Abraços e beijos, mais uma vez, foram trocados no salão, e os homens, antes deprimidos e à morte, voltaram a brindar e dançar em nome da alegria, que há muito estivera ausente.
No alto da escada, mesmo considerando-os um bando de sábios idiotas, Dedé se emocionou pela primeira vez desde a juventude.

A Obra Definitiva já era um projeto relegado ao esquecimento quando Dedé se materializou entre os homens com um pequeno embrulho nos braços.
- Aqui, aqui! - disse ela.
Emudecidos, os homens fecharam um círculo estreito em volta de Dedé.
- Sai, sai, se afastem. Assim vocês vão sufocar a criança!
Cortázar e o Braga afastaram os mais afoitos, com delicadeza e chutes nas canelas. Dedé, afastando a manta que cobria o bebê, falou emocionada:
- Senhores, chega de perder o sono e o senso com essa história de Obra Definitiva. O trabalho de vocês chegou ao fim.
O Braga atravessou:
- Como chegou ao fim? Nós não escrevemos nem uma linha!

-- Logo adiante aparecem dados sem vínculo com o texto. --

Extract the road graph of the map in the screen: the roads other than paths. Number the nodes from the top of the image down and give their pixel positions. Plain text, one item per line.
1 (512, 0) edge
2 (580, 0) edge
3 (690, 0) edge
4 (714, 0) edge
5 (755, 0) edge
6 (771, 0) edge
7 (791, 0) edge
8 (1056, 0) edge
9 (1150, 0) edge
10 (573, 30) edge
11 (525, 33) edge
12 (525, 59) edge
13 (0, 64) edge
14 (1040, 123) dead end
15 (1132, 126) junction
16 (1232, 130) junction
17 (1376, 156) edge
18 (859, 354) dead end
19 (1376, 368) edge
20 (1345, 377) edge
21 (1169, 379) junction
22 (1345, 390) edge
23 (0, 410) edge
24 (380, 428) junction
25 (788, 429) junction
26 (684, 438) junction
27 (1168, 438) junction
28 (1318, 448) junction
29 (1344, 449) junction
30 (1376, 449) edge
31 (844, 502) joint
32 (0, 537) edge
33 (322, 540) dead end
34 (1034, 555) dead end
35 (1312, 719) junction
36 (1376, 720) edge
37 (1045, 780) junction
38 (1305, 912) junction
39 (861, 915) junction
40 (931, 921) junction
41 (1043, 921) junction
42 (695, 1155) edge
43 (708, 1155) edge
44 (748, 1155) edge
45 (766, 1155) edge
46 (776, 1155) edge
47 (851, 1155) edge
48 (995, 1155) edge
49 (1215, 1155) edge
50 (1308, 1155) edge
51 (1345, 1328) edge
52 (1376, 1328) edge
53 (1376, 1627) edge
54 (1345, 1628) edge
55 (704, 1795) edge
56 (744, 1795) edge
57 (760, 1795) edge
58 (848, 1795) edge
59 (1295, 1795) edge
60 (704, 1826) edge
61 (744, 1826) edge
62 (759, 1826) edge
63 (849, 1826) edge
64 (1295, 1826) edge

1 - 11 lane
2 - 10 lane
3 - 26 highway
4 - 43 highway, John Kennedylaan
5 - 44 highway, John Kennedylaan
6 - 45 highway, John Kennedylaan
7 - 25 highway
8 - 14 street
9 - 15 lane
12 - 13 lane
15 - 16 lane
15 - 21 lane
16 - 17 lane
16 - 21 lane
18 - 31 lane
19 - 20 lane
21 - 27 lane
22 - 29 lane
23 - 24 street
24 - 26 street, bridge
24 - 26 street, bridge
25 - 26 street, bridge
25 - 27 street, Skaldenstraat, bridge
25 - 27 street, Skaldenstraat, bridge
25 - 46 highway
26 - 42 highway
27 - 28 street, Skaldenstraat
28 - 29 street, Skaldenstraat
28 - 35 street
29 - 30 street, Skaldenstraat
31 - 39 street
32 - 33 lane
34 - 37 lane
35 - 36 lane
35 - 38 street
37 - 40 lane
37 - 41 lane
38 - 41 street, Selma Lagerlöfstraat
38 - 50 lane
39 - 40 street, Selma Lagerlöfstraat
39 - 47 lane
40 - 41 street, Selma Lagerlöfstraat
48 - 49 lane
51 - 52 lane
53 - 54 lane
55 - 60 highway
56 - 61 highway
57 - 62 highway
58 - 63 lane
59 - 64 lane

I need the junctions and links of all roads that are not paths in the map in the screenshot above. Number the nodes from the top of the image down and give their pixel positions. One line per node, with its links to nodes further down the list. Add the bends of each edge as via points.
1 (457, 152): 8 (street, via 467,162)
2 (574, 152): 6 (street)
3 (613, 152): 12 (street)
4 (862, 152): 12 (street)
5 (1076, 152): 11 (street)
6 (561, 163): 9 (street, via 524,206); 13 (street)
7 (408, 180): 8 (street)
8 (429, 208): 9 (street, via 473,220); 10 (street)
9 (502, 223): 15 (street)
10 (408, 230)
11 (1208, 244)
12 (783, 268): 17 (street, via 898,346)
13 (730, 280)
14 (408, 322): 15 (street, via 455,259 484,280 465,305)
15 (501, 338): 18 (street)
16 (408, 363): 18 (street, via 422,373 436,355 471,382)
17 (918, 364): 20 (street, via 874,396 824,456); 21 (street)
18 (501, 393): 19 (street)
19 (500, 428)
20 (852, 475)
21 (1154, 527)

Cortázar sorriu. Dedé também.
- A verdadeira Obra Definitiva está aqui em meus braços - falou ela. - Não queriam condensar num só trabalho todo o conhecimento, todo o gênio humano? Não buscavam a forma perfeita? Se queriam o livro dos livros, a escrita mais sublime, ela está aqui, enfim: escrita em forma de gente, filha de Narinha e de todos vocês!

Quando o trem partiu levando o último sábio, Lugar Nenhum já era uma cidade inexistente. No lugar onde estivera a Casa Rosada, apenas uma porta sustentada pelo céu poeirento.
Cortázar e Miguel fumando e tomando cerveja, geladíssima.
- Palhaçada - falou Miguel.
- O quê?
- No final das contas, essa Obra Definitiva não passa de uma filha da puta!
Cortázar riu.
- Depende do ponto de vista.
- Ponto de vista o caralho! É isso mesmo! E os cretinos nem me pagaram...
Enquanto Miguel excomungava os sábios, as putas e tudo o mais, Cortázar atravessou a porta. Uma ventania então varreu o vazio.